We can combine the autoregressive (AR(\(p\))) and moving average (MA(\(q\))) processes to form a mixed autoregressive moving average process as follows

\[y_t = \underbrace{\phi_1y_{t-1}+...+\phi_p y_{t-p}}_{\text{AR}} + \underbrace{\theta_iw_{t-1}+...+\theta_qw_{t-q}}_{\text{MA}}\text{,}\] with \(\phi_p \ne 0\), \(\theta_q \ne 0\), and \(\sigma^2_w >0\). The equation can be rewritten as

\[y_t = \underbrace{\sum_{i=1}^p\phi_iy_{t-i}+ w_t}_{\text{AR}} + \underbrace{\sum_{i=0}^q\theta_iw_{t-i}}_{\text{MA}}\text{.}\]

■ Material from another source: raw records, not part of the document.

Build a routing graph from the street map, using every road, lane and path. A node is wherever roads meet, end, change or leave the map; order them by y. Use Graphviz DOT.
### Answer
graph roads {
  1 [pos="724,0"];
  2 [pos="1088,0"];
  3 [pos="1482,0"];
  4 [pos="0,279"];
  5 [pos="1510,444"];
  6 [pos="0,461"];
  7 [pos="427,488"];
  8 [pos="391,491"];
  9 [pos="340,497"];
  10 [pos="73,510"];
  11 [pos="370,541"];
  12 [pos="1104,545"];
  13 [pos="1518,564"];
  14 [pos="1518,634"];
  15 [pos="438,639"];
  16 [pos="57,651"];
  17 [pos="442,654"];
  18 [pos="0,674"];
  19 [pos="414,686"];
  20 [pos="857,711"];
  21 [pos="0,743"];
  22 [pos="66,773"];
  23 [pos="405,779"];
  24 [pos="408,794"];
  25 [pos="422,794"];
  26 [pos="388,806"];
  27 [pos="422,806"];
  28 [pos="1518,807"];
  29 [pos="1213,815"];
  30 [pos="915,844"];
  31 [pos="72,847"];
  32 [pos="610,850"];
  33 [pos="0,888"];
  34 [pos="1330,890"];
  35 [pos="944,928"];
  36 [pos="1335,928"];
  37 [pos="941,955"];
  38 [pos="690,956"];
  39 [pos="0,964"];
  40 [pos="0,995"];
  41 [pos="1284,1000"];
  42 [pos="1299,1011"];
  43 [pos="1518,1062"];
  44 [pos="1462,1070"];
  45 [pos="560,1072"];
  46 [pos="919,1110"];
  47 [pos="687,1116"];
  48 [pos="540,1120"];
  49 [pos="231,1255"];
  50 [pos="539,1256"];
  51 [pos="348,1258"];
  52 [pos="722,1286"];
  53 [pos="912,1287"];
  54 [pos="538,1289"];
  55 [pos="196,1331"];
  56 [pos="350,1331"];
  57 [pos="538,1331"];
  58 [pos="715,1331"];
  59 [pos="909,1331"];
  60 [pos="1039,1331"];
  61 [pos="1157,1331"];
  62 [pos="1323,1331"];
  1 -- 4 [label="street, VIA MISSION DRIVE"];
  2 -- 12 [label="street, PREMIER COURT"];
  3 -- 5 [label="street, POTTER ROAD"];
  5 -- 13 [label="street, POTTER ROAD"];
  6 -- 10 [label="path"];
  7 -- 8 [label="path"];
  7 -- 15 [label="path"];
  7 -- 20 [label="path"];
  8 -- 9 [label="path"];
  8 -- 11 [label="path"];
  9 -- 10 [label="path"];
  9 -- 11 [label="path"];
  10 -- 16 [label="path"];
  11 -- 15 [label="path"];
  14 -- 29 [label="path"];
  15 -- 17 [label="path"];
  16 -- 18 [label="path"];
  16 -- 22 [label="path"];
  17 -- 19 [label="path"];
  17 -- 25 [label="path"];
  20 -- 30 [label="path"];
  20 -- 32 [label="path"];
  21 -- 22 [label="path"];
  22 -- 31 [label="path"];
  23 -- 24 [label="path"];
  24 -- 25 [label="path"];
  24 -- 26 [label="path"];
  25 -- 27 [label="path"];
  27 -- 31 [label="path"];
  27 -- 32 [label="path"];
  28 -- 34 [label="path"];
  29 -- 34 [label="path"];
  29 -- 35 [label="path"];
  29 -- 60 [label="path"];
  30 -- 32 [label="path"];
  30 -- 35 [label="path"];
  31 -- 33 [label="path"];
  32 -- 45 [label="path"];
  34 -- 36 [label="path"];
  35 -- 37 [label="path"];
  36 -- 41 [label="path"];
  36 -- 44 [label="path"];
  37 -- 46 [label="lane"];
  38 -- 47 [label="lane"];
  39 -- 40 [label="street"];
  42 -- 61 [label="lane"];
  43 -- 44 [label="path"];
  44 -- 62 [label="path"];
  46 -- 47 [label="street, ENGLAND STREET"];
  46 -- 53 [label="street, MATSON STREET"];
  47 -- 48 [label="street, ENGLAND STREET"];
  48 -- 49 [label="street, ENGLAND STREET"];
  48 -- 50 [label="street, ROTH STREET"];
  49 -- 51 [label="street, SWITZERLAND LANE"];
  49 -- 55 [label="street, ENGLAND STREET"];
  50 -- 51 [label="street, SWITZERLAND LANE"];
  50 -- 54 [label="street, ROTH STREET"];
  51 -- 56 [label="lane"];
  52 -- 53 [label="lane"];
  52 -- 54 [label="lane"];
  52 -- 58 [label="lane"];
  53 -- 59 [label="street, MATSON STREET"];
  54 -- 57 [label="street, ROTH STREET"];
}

The term is called an autoregressive-moving average series of order (\(p\), \(q\)), or ARMA(\(p\), \(q\)) series. If \(q = 0\), the model is called an autoregressive model of order \(p\), AR(\(p\)), and if \(p = 0\), the model is called a moving average model of order \(q\), MA(\(q\)). A slightly more general definition of an ARMA process incorporates a non-zero mean value \(\mu\), and can be obtained by replacing \(y_t\) by \(y_t-\mu\) and \(y_{t-i}\) by \(y_{t-i}-\mu\) in the equation above.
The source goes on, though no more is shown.